*Work required:*
Among the entries below, count the lines holding the string "roads". Respond with the number alone.

---------- Listed records ----------

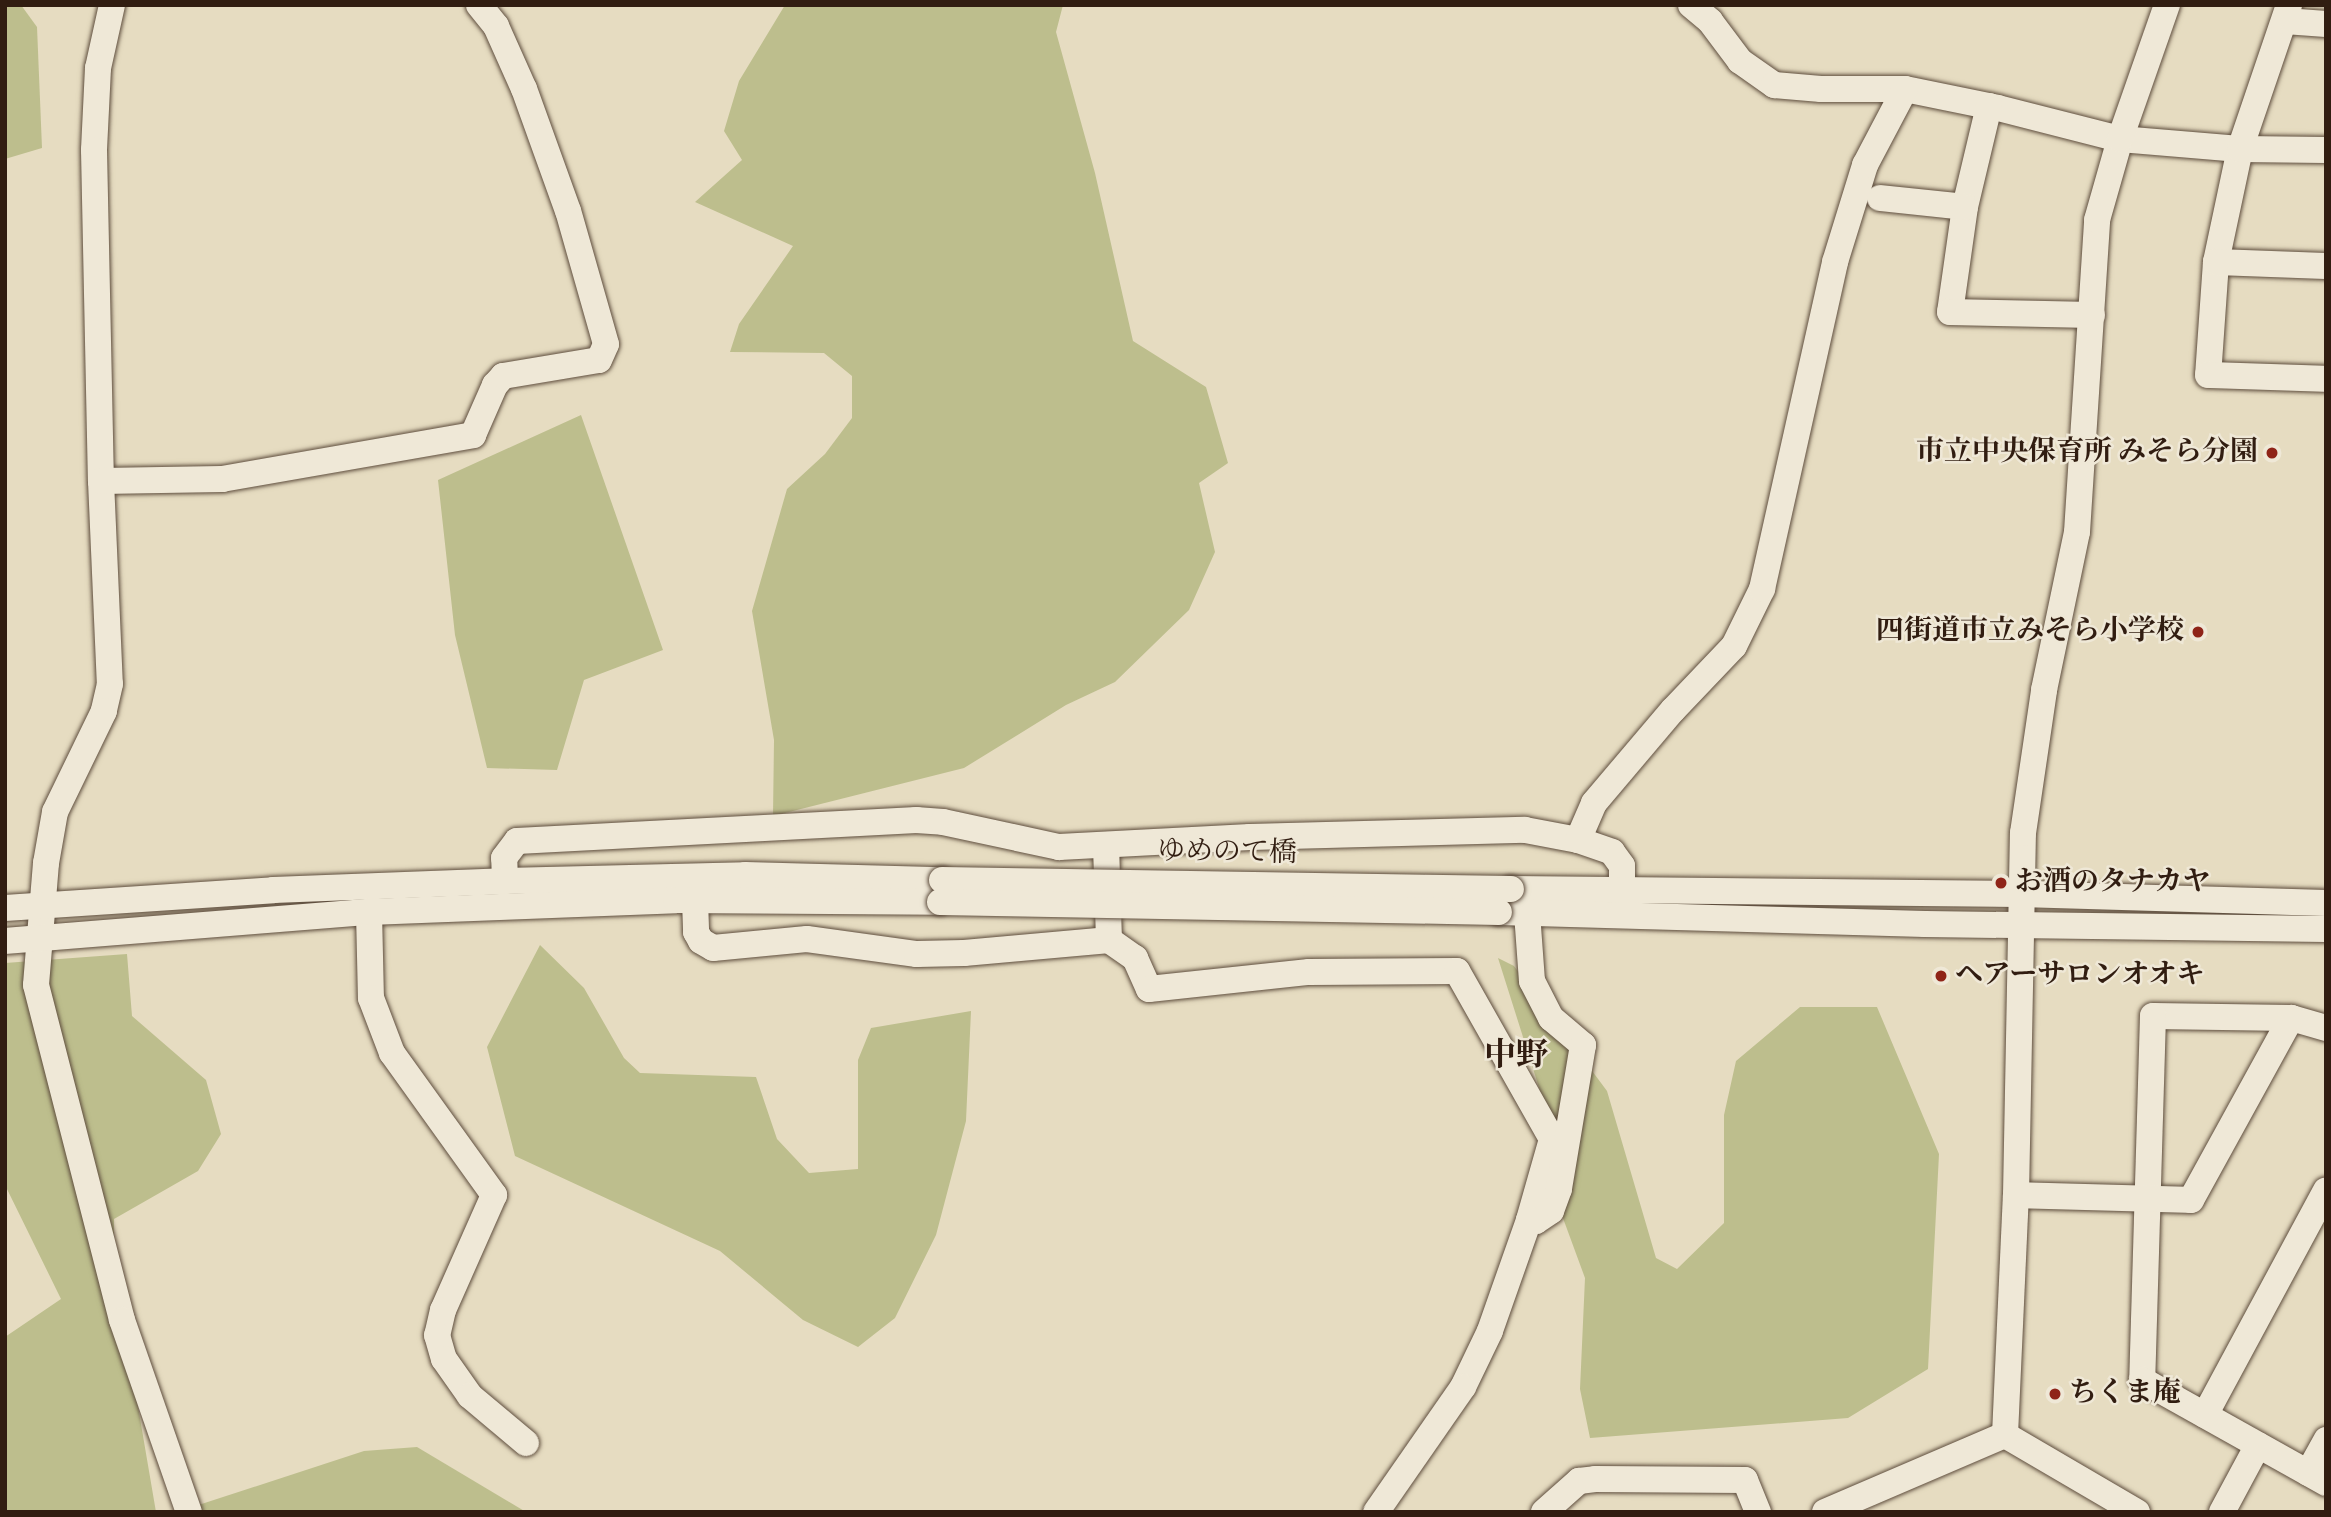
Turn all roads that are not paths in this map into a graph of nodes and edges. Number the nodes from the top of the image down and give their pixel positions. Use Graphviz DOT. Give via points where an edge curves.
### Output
graph roads {
  1 [pos="112,5"];
  2 [pos="479,5"];
  3 [pos="1692,5"];
  4 [pos="2167,5"];
  5 [pos="2287,13"];
  6 [pos="2326,24"];
  7 [pos="1905,89"];
  8 [pos="1989,106"];
  9 [pos="2120,139"];
  10 [pos="2240,149"];
  11 [pos="2326,150"];
  12 [pos="1880,198"];
  13 [pos="1965,207"];
  14 [pos="2216,262"];
  15 [pos="2326,266"];
  16 [pos="2092,315"];
  17 [pos="2326,379"];
  18 [pos="101,481"];
  19 [pos="1578,841"];
  20 [pos="1106,845"];
  21 [pos="505,881"];
  22 [pos="1622,890"];
  23 [pos="941,891"];
  24 [pos="2020,894"];
  25 [pos="695,900"];
  26 [pos="1505,900"];
  27 [pos="2326,903"];
  28 [pos="42,905"];
  29 [pos="5,908"];
  30 [pos="369,912"];
  31 [pos="1527,913"];
  32 [pos="2019,925"];
  33 [pos="2326,929"];
  34 [pos="39,939"];
  35 [pos="1109,940"];
  36 [pos="5,941"];
  37 [pos="2291,1018"];
  38 [pos="2326,1028"];
  39 [pos="2326,1190"];
  40 [pos="2016,1195"];
  41 [pos="2148,1199"];
  42 [pos="1529,1220"];
  43 [pos="2205,1415"];
  44 [pos="2005,1435"];
  45 [pos="2326,1440"];
  46 [pos="526,1443"];
  47 [pos="2258,1445"];
  48 [pos="2317,1478"];
  49 [pos="189,1512"];
  50 [pos="1376,1512"];
  51 [pos="1544,1512"];
  52 [pos="1758,1512"];
  53 [pos="1825,1512"];
  54 [pos="2137,1512"];
  55 [pos="2222,1512"];
  1 -- 18 [label="street" via="98,68 94,150"];
  2 -- 18 [label="street" via="496,26 524,89 568,211 606,344 600,360 503,376 473,435 222,479"];
  3 -- 7 [label="street" via="1740,61 1774,85"];
  4 -- 9 [label="street"];
  5 -- 6 [label="street"];
  5 -- 10 [label="street"];
  7 -- 8 [label="street"];
  7 -- 19 [label="street" via="1864,165 1835,262 1762,589 1734,646 1594,803"];
  8 -- 9 [label="street"];
  8 -- 13 [label="street"];
  9 -- 10 [label="street"];
  9 -- 16 [label="street" via="2097,220"];
  10 -- 11 [label="street"];
  10 -- 14 [label="street"];
  12 -- 13 [label="street"];
  13 -- 16 [label="street" via="1950,312"];
  14 -- 15 [label="street"];
  14 -- 17 [label="street" via="2208,375"];
  16 -- 24 [label="street" via="2077,532 2044,690 2023,833"];
  18 -- 28 [label="street" via="110,684 104,711 55,812"];
  19 -- 20 [label="street" via="1525,830"];
  19 -- 22 [label="street" via="1612,852 1622,866"];
  20 -- 21 [label="street" via="1038,845 916,820 557,837 517,841 503,858"];
  20 -- 35 [label="street"];
  21 -- 23 [label="street" via="745,875"];
  21 -- 28 [label="street"];
  22 -- 24 [label="street"];
  22 -- 26 [label="street"];
  23 -- 25 [label="street"];
  23 -- 26 [label="street, ゆめのて橋, bridge"];
  24 -- 27 [label="street"];
  24 -- 32 [label="street"];
  25 -- 30 [label="street"];
  25 -- 35 [label="street" via="696,932 713,948 807,939 917,954"];
  26 -- 31 [label="street"];
  28 -- 29 [label="street"];
  28 -- 34 [label="street"];
  30 -- 34 [label="street"];
  30 -- 46 [label="street" via="371,998 392,1053 494,1195 443,1310 437,1335 440,1347 470,1396"];
  31 -- 32 [label="street"];
  31 -- 42 [label="street" via="1532,981 1551,1018 1583,1045 1559,1189 1551,1211"];
  32 -- 33 [label="street"];
  32 -- 40 [label="street"];
  34 -- 36 [label="street"];
  34 -- 49 [label="street" via="36,985 118,1307"];
  35 -- 42 [label="street" via="1135,958 1149,989 1309,972 1457,971 1552,1139"];
  37 -- 38 [label="street"];
  37 -- 41 [label="street" via="2191,1200"];
  37 -- 41 [label="street" via="2153,1016"];
  39 -- 43 [label="street"];
  40 -- 41 [label="street"];
  40 -- 44 [label="street"];
  41 -- 43 [label="street" via="2143,1380"];
  42 -- 50 [label="street" via="1490,1331 1463,1387"];
  43 -- 47 [label="street"];
  44 -- 53 [label="street"];
  44 -- 54 [label="street"];
  45 -- 48 [label="street"];
  47 -- 48 [label="street"];
  47 -- 55 [label="street"];
  51 -- 52 [label="street" via="1579,1482 1595,1479 1745,1480"];
}
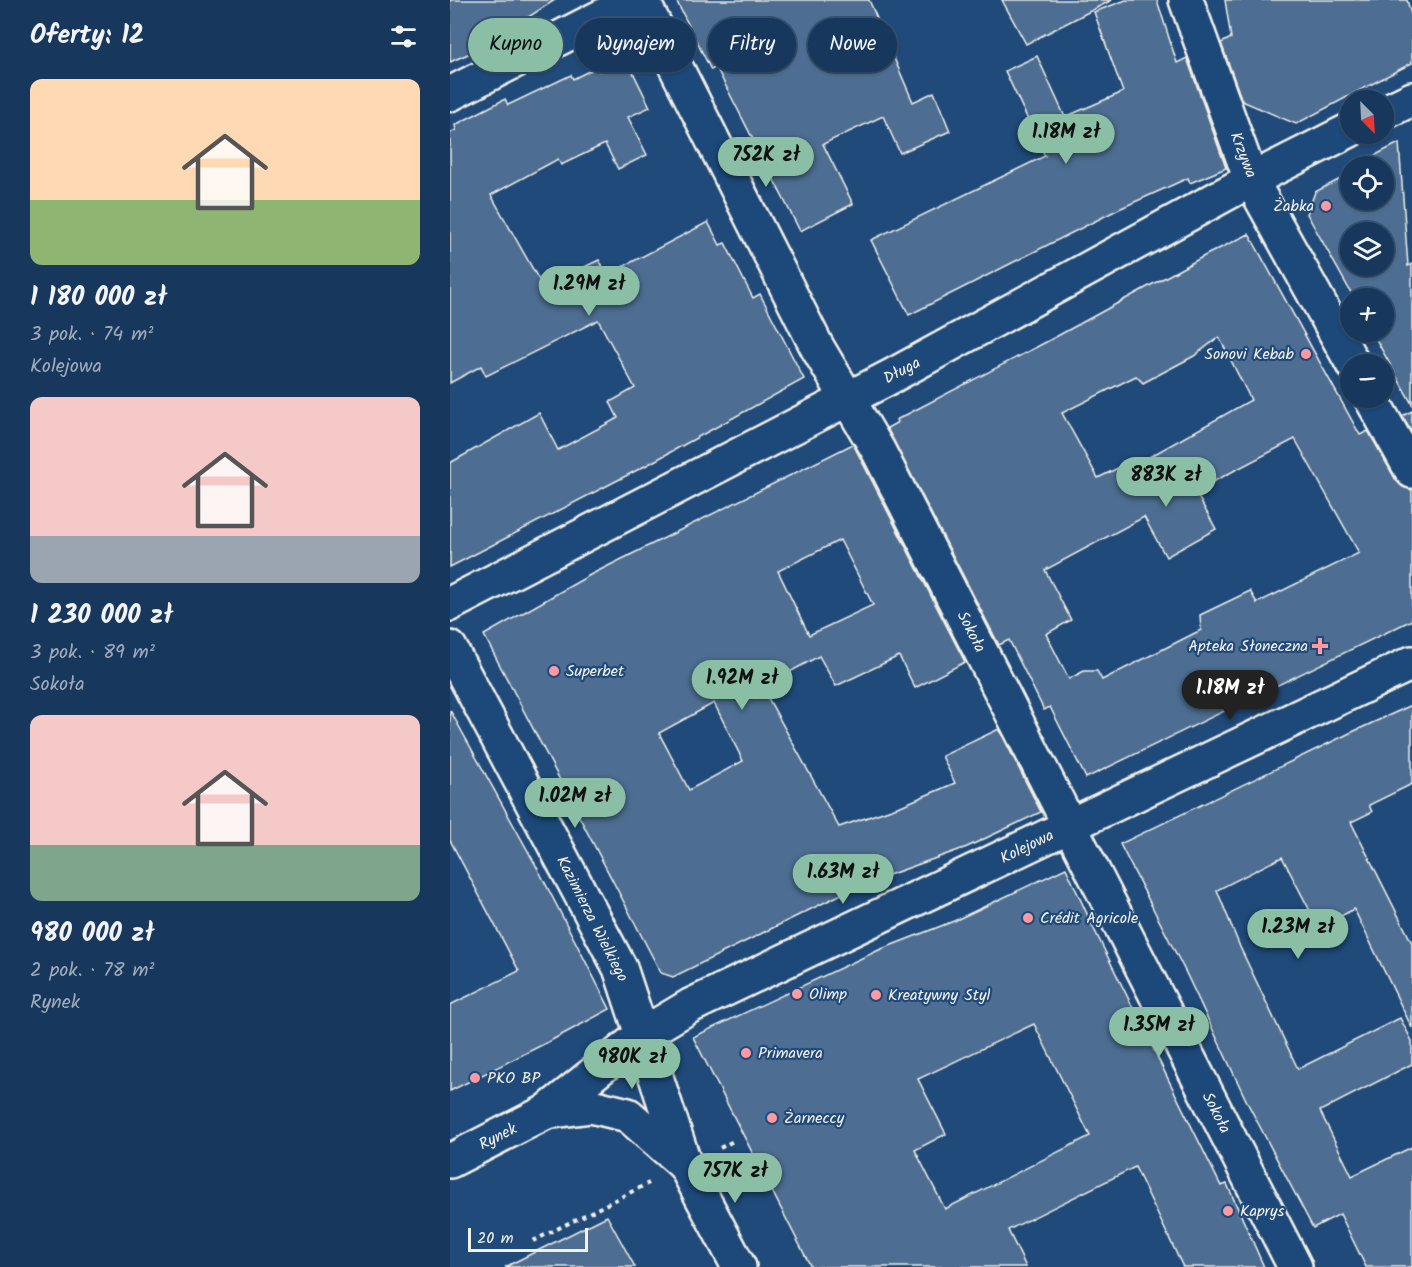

----------

*Your solution:*
2